The humans in the house both got the flu on the same day and were dying in concert and of no help to one another. Although it would have been nice to have some sort of support system, neither of us actually died, no matter what we prayed for.

I was forced to go out on an errand. I like listening to books on CD in the car. I usually have two books going, one in the car and one in the house. But my one in the house was completed, so I brought in the one from the car. And I didn't want to have to listen to the same stuff over again and I thought there was only a little more than one five-minute track left to listen to before a new CD would be needed.

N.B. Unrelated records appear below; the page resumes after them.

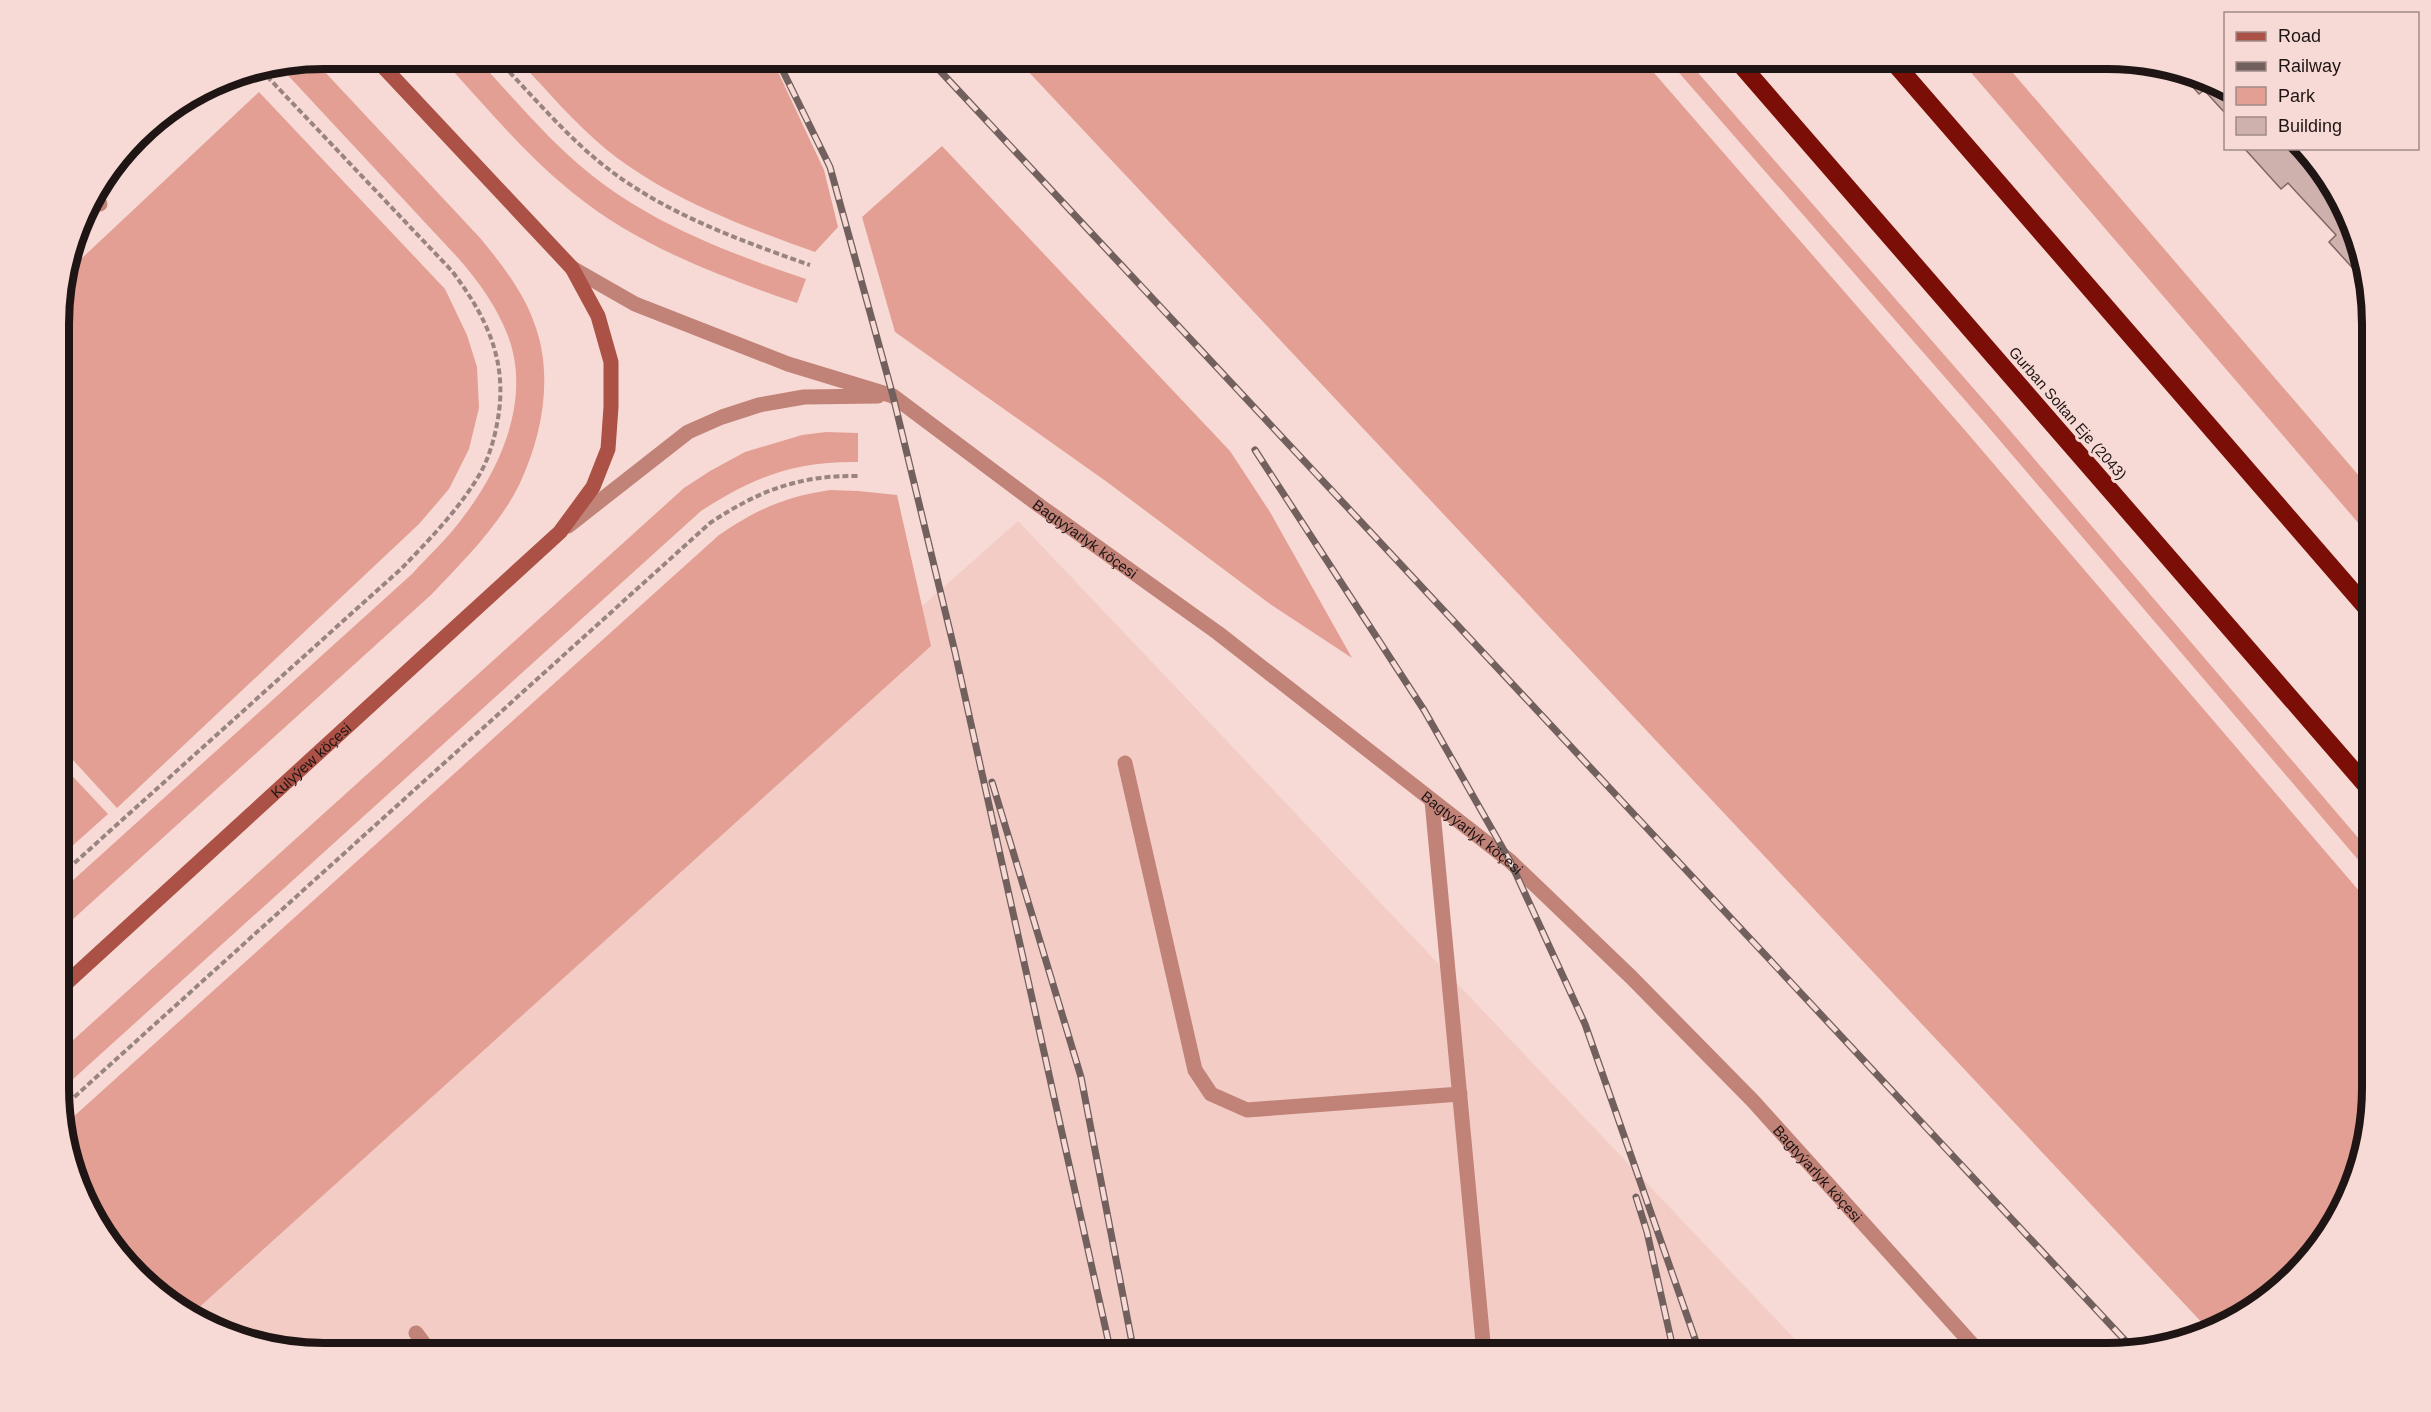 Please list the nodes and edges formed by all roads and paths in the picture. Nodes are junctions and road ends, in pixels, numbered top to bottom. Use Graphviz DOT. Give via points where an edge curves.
graph roads {
  1 [pos="386,69"];
  2 [pos="507,69"];
  3 [pos="1746,69"];
  4 [pos="1901,69"];
  5 [pos="267,76"];
  6 [pos="810,266"];
  7 [pos="572,268"];
  8 [pos="893,396"];
  9 [pos="858,476"];
  10 [pos="560,532"];
  11 [pos="2362,602"];
  12 [pos="1125,763"];
  13 [pos="2362,780"];
  14 [pos="1432,801"];
  15 [pos="69,868"];
  16 [pos="69,981"];
  17 [pos="1460,1094"];
  18 [pos="70,1101"];
  19 [pos="416,1333"];
  20 [pos="424,1343"];
  21 [pos="1483,1343"];
  22 [pos="1971,1343"];
  1 -- 7 [label="street, Kulyýew köçesi"];
  2 -- 6 [label="path" via="572,138 624,180 704,224"];
  3 -- 13 [label="highway, Gurban Soltan Eje (2043)"];
  4 -- 11 [label="highway"];
  5 -- 15 [label="path" via="452,270 469,294 484,319 499,366 501,390 495,430 481,471 450,514 402,568"];
  7 -- 8 [label="street, Bagtyýarlyk köçesi" via="635,304 788,364"];
  7 -- 10 [label="street, Kulyýew köçesi" via="602,328 611,362 612,407 608,449 593,487"];
  8 -- 10 [label="street" via="804,397 722,417 688,432"];
  8 -- 14 [label="street, Bagtyýarlyk köçesi" via="1218,633"];
  9 -- 18 [label="path" via="829,476 785,484 763,492 710,523"];
  10 -- 16 [label="street, Kulyýew köçesi"];
  12 -- 17 [label="street" via="1195,1070 1211,1094 1247,1110"];
  14 -- 17 [label="street"];
  14 -- 22 [label="street, Bagtyýarlyk köçesi" via="1510,861 1631,977 1753,1101"];
  17 -- 21 [label="street"];
  19 -- 20 [label="street"];
} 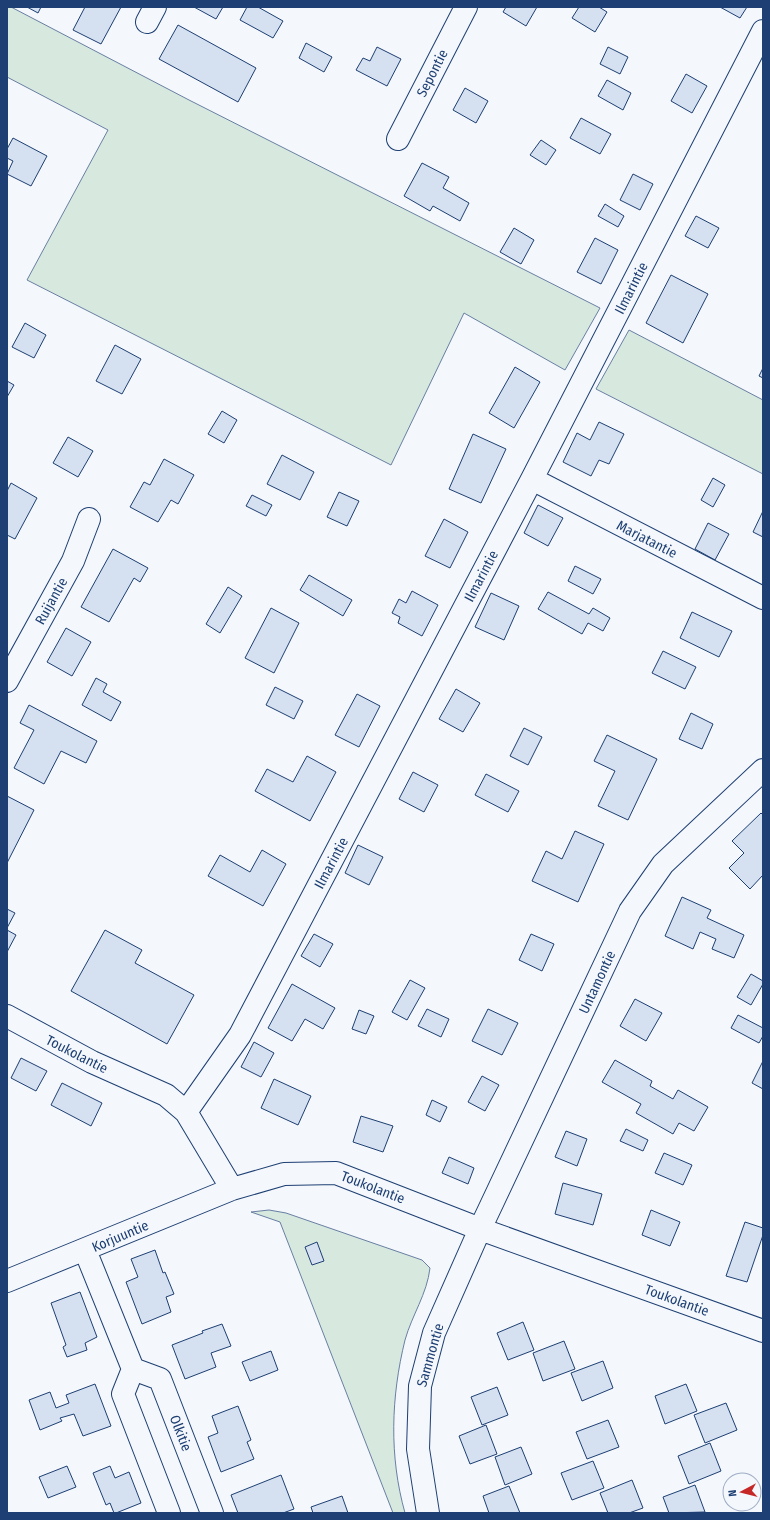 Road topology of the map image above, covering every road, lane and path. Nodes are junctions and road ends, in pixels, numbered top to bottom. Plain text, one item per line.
1 (466, 7) edge
2 (763, 31) edge
3 (398, 139) dead end
4 (532, 479) junction
5 (89, 519) dead end
6 (763, 598) edge
7 (7, 681) edge
8 (763, 770) edge
9 (7, 1016) edge
10 (186, 1112) junction
11 (232, 1189) junction
12 (480, 1229) junction
13 (85, 1250) junction
14 (7, 1281) edge
15 (763, 1331) edge
16 (133, 1368) junction
17 (169, 1513) edge
18 (212, 1513) edge
19 (428, 1513) edge

1 - 3 street, Sepontie
2 - 4 street, Ilmarintie
4 - 6 street, Marjatantie
4 - 10 street, Ilmarintie
5 - 7 street, Ruijantie
8 - 12 street, Untamontie
9 - 10 street, Toukolantie
10 - 11 street, Toukolantie
11 - 12 street, Toukolantie
11 - 13 street, Korjuuntie
12 - 15 street, Toukolantie
12 - 19 street, Sammontie
13 - 14 street, Korjuuntie
13 - 16 street
16 - 17 street
16 - 18 street, Olkitie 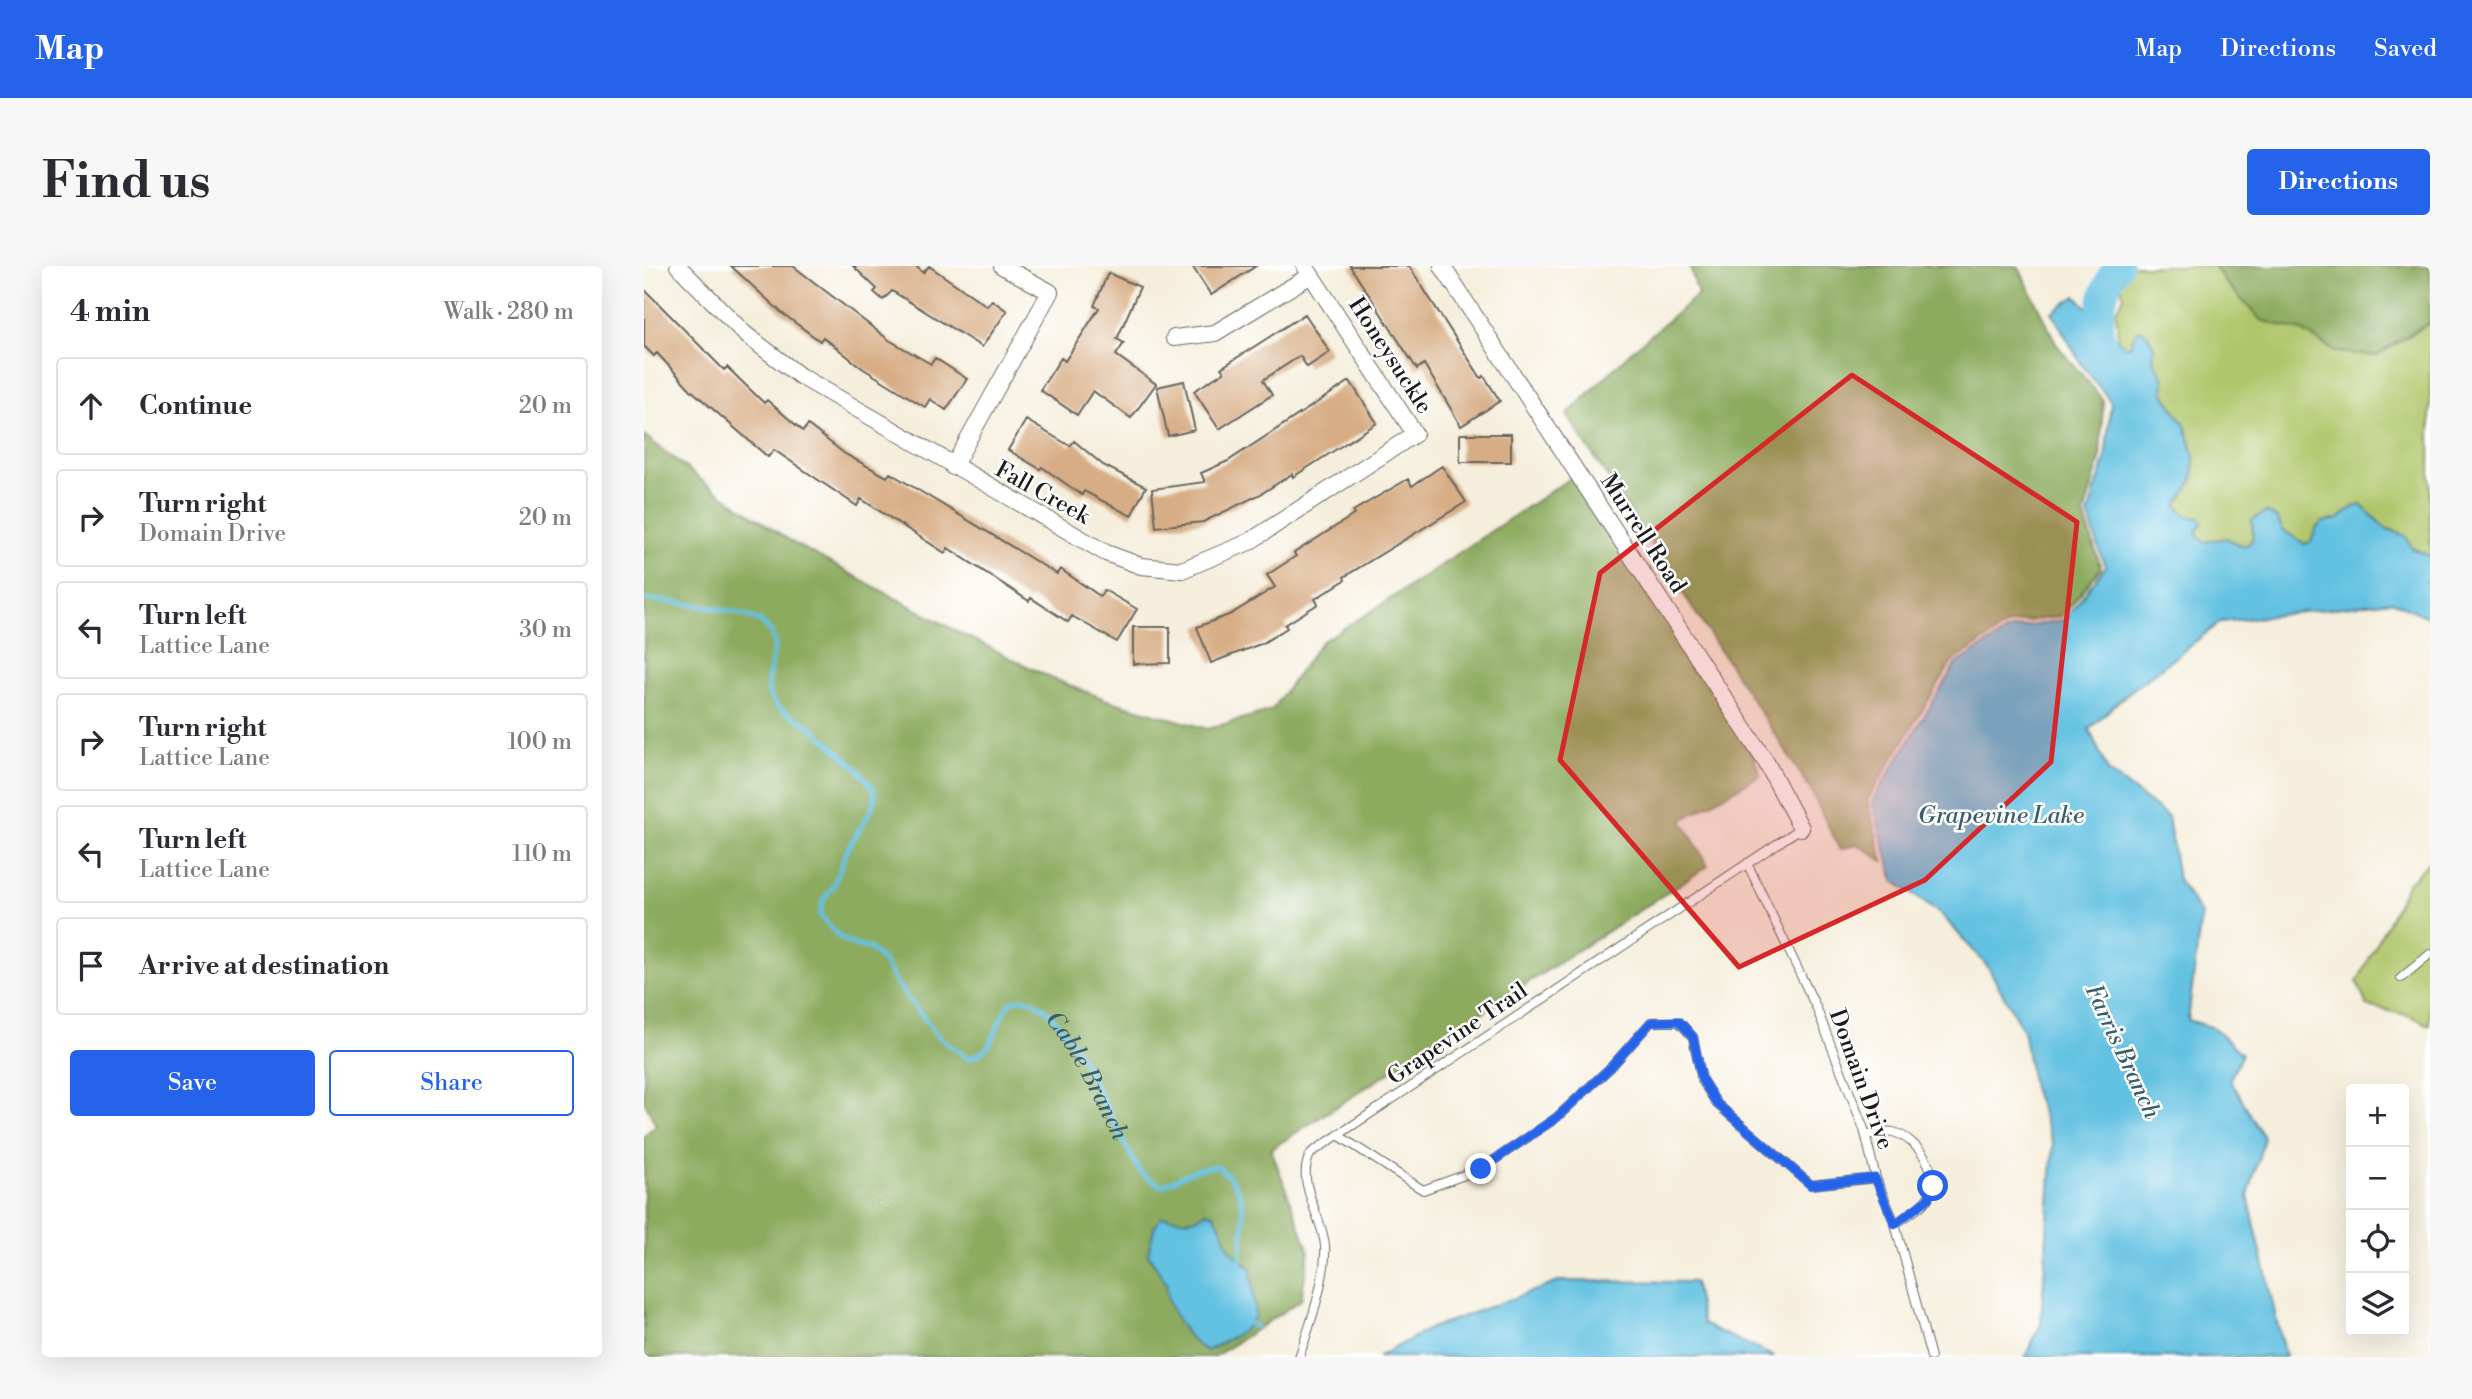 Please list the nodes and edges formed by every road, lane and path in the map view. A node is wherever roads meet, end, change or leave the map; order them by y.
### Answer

Instead it was three and a half tracks, but I had my breakfast and did the dishes and then simply sat and listened to it finish the CD. It put me on the road to the post office a little later, but time is my friend and what did it really matter? I grabbed the next CD and got in the car and off I went on a small trip to the post office.

As I turned onto the main road, I saw black smoke coming from ground level, rising for a distance, and then being caught in a breeze and dissipating. The smoke looked oily and menacing. After a minute or so, the black smoke turned into a grayer smoke, then whiter, then white, and then it ceased to exist.

By that time I was close enough to see the emergency vehicles. There were fire trucks and cars and police cars at the scene. As I pulled along side of what had once been a car, I could see nothing but a charred and blackened frame. On the other side of the road was a stunned woman carrying a toddler and holding the hand of a pre-schooler as they walked toward a place with a phone.

She was stunned and not devastated, so I assume the burnt wreck was hers, but that she and her children were safe. I couldn't see anything that looked like people may have been trapped in the car. The emergency response teams were not doing anything that would lead one to believe that anything more than damaged property was at stake.

So I went on my way, secure in my little world of petty annoyances. Happy that my life doesn't include cars burning up around me as I frantically get my children away from any flames.

Perhaps the woman and her children will have nightmares from the event. Perhaps they will, instead, be amazed and grateful that they were not trapped in the car. I am grateful that I don't even have to pick which response as I have my car alive and well and tucked safely inside my garage.